Membaca Bencana dalam Kerangka Fikih Bencana

Setiap musim hujan, banjir kembali menggenangi rumah-rumah warga. Longsor menyusul di wilayah perbukitan, sementara di tempat lain kekeringan justru mengancam kehidupan. Bencana seolah hadir sebagai pengingat berulang bahwa relasi kita dengan alam sedang tidak baik-baik saja. Di balik gemuruh air dan runtuhnya tanah, tersimpan pertanyaan yang lebih mendasar: sejauh mana manusia telah menjaga amanahnya sebagai penghuni Bumi?

Fenomena belum mereda: menurut data Badan Nasional Penanggulangan Bencana (BNPB), sepanjang 2024 tercatat lebih dari 2.181 kejadian bencana di seluruh Indonesia — dan sekitar separonya adalah banjir (Databoks). Angka ini menunjukkan bahwa bencana menjadi bagian dari kehidupan yang terus berulang, bukan insiden sporadis.

https://www.instagram.com/jejaringduniasantri/

Banjir dan longsor memang tak bisa dilepaskan dari intensitas hujan yang makin ekstrem — tetapi kerentanan alam terhadap bencana itu sendiri telah tumbuh jauh sebelumnya.

Laporan terbaru dari Kementerian Kehutanan dan Lingkungan Hidup menyebut bahwa pada 2024 Indonesia kehilangan sekitar 175.400 hektare hutan akibat deforestasi netto (Lestari Kompas, 21/03/2025). Dari kawasan yang tersisa (95,5 juta hektare hutan, atau 51,1% dari total daratan), penyusutan ini menyisakan risiko serius terhadap daya dukung ekosistem (Kehutanan).

Akibat penghancuran tutupan hutan, wilayah tangkapan hujan dan aliran sungai makin rapuh — memperbesar peluang banjir bandang dan longsor. Sebagai contoh, banjir kilat di Sumatra awal Maret 2024 menghancurkan rumah, jembatan, dan infrastruktur, meninggalkan puluhan korban dan kerugian materi besar (Wikipedia).

Dalam konteks ini, bencana ekologis yang terus berulang tidak lagi dapat dipahami semata sebagai peristiwa alam yang berdiri sendiri. Banjir, longsor, kebakaran hutan, dan krisis air bersih merupakan bagian dari krisis relasi antara manusia, alam, dan cara pembangunan. Dalam perspektif keagamaan, kondisi ini menuntut pembacaan baru: bencana bukan hanya soal takdir, tetapi juga tentang tanggung jawab kolektif manusia sebagai khalifah di bumi.
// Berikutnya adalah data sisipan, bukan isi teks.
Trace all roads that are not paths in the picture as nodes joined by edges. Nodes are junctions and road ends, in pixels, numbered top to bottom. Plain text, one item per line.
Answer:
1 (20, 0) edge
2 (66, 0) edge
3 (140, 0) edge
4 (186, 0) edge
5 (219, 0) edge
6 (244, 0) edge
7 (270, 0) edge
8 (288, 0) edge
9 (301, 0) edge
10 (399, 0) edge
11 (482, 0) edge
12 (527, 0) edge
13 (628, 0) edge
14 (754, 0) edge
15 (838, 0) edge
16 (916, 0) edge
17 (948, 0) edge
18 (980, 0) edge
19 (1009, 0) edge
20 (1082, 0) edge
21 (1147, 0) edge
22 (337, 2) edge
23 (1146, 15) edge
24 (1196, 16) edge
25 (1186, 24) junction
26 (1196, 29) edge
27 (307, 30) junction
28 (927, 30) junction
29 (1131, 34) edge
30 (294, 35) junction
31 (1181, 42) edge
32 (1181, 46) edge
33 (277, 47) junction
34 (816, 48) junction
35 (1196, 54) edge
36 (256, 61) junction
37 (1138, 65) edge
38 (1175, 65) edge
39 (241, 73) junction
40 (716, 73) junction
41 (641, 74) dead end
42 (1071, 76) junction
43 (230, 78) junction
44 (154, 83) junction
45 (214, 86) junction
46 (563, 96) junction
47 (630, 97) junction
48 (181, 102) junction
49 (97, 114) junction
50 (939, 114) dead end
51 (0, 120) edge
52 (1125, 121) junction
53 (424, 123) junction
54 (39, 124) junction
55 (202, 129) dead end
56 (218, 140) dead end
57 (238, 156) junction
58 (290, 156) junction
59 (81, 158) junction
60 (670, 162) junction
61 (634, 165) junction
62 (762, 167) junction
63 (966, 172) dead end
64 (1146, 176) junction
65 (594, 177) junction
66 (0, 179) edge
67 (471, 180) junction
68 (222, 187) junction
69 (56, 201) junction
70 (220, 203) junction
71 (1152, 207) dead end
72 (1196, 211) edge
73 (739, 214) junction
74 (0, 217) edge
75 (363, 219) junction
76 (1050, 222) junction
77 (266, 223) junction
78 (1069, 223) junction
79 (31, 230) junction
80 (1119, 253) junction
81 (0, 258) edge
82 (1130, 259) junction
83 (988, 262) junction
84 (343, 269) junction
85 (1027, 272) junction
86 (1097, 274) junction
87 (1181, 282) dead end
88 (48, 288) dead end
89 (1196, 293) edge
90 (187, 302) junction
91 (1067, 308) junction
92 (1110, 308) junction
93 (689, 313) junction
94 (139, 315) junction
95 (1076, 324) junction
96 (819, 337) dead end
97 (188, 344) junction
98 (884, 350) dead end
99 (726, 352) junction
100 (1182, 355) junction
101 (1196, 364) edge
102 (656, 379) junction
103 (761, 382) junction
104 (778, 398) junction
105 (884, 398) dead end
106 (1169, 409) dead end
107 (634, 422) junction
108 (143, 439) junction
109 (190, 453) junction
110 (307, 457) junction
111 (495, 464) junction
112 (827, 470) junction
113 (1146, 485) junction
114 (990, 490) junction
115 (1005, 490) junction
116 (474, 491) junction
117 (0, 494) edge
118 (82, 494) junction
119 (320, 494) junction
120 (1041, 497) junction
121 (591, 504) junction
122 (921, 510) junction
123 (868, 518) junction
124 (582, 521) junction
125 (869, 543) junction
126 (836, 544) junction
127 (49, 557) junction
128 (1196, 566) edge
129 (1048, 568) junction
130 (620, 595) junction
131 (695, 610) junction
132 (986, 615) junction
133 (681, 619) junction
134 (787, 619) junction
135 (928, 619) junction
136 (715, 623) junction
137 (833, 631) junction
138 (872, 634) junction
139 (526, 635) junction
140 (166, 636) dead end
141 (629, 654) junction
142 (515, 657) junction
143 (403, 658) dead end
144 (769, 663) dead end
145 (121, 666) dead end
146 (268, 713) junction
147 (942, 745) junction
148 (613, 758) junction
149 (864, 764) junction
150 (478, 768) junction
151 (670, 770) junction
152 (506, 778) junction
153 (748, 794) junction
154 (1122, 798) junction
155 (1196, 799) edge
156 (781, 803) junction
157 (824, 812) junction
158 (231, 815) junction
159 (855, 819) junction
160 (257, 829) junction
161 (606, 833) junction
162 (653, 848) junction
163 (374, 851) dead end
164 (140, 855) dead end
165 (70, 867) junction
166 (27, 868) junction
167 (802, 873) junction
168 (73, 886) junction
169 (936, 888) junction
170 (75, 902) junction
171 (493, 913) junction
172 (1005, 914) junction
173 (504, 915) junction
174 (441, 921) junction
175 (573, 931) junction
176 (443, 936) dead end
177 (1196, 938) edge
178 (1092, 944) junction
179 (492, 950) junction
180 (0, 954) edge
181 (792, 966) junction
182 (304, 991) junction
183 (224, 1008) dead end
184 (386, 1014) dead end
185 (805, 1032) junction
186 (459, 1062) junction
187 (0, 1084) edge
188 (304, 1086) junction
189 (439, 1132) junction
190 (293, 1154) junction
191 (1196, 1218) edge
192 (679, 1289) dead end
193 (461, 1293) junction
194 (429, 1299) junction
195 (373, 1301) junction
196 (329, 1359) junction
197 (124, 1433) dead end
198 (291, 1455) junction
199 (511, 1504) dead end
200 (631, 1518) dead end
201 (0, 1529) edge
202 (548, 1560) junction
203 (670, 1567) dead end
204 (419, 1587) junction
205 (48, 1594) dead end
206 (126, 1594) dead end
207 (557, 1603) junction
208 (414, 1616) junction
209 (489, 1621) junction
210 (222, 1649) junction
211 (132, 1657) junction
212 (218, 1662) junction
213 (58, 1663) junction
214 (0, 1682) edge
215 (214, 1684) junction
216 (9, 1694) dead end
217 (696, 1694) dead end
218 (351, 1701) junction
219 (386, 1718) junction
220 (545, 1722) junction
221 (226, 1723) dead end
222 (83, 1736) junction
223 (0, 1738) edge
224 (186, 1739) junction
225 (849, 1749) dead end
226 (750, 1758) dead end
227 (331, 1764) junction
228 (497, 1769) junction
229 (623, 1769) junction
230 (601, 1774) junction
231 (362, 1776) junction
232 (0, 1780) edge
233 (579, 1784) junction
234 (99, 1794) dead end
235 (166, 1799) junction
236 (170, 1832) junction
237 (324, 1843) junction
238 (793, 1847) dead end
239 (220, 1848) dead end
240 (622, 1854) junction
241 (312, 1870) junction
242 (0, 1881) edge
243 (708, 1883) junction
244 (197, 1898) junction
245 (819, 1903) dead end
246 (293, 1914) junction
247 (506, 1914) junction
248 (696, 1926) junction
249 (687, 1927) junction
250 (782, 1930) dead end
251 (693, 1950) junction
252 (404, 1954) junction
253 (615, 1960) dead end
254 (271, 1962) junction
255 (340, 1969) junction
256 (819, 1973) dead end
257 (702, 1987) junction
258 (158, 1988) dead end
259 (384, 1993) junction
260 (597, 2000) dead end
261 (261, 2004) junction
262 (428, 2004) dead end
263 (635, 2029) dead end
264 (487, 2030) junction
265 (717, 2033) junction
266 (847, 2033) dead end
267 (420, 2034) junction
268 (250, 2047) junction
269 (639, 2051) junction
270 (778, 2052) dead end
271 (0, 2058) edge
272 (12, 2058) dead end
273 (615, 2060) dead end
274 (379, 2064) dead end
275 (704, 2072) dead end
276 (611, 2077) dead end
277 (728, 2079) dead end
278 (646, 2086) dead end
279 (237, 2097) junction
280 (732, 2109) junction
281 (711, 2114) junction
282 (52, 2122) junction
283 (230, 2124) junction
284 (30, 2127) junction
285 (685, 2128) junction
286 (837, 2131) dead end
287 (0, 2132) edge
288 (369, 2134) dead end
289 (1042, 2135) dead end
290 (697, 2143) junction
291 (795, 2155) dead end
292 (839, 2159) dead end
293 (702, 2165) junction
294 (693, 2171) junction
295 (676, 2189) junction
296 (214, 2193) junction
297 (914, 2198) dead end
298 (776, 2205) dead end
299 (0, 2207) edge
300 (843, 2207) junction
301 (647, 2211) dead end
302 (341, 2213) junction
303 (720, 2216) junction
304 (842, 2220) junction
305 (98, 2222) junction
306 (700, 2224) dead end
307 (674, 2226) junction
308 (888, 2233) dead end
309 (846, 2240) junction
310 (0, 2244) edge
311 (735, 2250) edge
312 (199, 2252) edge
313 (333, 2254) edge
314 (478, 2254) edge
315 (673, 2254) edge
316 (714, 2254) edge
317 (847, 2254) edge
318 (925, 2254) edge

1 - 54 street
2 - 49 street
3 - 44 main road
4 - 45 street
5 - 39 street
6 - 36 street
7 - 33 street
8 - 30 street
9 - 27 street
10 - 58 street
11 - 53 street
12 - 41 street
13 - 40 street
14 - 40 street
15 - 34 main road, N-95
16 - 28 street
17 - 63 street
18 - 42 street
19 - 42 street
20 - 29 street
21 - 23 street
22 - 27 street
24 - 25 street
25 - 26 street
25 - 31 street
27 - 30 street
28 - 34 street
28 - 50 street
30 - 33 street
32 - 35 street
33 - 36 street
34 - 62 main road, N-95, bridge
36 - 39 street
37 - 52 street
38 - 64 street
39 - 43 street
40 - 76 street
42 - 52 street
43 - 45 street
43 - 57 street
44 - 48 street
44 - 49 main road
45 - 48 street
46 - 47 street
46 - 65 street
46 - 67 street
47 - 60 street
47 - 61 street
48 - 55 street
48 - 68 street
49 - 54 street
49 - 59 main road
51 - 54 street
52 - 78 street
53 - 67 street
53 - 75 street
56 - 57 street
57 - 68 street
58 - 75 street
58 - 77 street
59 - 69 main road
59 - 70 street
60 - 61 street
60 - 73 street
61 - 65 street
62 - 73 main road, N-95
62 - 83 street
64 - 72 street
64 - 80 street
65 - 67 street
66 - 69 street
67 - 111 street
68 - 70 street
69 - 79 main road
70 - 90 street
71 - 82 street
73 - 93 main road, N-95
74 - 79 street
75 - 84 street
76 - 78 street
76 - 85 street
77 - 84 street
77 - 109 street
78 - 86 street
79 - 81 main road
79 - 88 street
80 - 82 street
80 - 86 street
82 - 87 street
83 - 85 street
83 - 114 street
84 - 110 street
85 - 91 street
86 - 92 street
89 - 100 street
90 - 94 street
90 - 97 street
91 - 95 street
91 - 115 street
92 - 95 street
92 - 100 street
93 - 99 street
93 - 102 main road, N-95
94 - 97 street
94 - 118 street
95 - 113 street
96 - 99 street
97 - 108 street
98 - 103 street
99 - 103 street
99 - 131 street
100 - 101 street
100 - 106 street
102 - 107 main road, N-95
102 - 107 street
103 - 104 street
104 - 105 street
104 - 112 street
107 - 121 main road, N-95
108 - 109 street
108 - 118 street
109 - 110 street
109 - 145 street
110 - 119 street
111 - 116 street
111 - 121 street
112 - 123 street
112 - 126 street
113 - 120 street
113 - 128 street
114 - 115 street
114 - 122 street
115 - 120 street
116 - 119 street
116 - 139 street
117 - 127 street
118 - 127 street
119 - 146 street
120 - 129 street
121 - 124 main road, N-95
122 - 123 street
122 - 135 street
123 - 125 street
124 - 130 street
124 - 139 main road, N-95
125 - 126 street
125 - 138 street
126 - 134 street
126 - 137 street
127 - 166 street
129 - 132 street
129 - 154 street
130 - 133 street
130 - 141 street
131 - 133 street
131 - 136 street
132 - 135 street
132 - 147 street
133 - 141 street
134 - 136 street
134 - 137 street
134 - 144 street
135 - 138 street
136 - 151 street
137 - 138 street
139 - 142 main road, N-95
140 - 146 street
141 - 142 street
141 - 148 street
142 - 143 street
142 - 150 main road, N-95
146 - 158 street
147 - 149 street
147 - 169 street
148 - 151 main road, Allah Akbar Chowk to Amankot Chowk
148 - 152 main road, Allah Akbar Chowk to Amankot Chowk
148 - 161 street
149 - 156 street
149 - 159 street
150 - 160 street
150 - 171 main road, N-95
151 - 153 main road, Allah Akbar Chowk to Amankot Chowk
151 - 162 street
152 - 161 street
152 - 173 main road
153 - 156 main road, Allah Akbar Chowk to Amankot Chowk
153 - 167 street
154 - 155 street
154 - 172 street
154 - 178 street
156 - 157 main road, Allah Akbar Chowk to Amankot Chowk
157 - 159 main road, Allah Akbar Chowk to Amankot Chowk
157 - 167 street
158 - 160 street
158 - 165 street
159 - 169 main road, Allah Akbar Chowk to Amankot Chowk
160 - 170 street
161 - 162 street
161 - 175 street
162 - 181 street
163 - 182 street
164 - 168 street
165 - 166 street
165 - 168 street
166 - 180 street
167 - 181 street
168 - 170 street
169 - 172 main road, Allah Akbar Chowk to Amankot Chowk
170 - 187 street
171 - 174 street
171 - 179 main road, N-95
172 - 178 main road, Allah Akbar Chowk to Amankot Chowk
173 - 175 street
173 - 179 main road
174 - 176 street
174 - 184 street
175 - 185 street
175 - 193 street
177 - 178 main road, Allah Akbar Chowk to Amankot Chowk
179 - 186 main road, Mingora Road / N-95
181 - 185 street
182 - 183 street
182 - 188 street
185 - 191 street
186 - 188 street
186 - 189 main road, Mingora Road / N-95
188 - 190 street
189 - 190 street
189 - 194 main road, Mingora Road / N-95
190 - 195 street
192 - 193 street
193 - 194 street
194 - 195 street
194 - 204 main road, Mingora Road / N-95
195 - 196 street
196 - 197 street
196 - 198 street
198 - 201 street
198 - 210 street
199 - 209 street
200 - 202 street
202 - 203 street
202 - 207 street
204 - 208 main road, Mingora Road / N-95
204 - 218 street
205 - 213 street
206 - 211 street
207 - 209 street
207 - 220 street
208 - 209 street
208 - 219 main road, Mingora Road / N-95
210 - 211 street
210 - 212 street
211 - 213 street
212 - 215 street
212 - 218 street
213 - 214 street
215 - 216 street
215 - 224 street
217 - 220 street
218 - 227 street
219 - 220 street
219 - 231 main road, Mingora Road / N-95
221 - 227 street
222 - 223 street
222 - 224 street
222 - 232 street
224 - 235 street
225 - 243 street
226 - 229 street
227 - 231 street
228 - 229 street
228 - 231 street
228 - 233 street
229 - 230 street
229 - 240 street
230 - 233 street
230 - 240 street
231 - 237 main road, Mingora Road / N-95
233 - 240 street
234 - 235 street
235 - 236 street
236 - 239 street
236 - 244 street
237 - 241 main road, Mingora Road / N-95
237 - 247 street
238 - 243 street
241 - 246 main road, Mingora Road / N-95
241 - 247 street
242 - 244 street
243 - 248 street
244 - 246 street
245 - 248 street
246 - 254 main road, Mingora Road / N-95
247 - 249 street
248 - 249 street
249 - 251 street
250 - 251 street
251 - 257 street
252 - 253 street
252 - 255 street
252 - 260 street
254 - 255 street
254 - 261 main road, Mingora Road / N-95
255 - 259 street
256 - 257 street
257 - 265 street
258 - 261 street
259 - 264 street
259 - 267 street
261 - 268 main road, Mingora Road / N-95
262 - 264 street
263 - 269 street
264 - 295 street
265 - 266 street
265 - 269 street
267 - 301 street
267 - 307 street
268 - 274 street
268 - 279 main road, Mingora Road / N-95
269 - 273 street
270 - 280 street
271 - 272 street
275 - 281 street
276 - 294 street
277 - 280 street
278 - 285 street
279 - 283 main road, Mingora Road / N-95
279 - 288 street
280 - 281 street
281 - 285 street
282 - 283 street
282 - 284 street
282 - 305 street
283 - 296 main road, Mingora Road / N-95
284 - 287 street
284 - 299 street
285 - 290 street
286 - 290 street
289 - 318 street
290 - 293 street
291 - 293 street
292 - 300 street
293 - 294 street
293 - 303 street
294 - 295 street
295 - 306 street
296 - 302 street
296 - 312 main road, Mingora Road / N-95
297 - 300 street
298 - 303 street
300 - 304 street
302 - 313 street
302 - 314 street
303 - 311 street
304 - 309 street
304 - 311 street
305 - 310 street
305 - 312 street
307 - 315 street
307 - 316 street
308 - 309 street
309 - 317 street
Di sinilah gagasan fikih bencana dan fikih lingkungan (fikih bi’ah) menemukan relevansinya. Fikih tidak lagi dapat dibatasi pada wilayah ibadah privat, ketika ruang hidup publik justru menjadi medan kerusakan yang sistematis. Fikih bencana menghadirkan agama sebagai kerangka etika untuk membaca keterkaitan antara kerusakan lingkungan, kebijakan publik, dan orientasi ekonomi.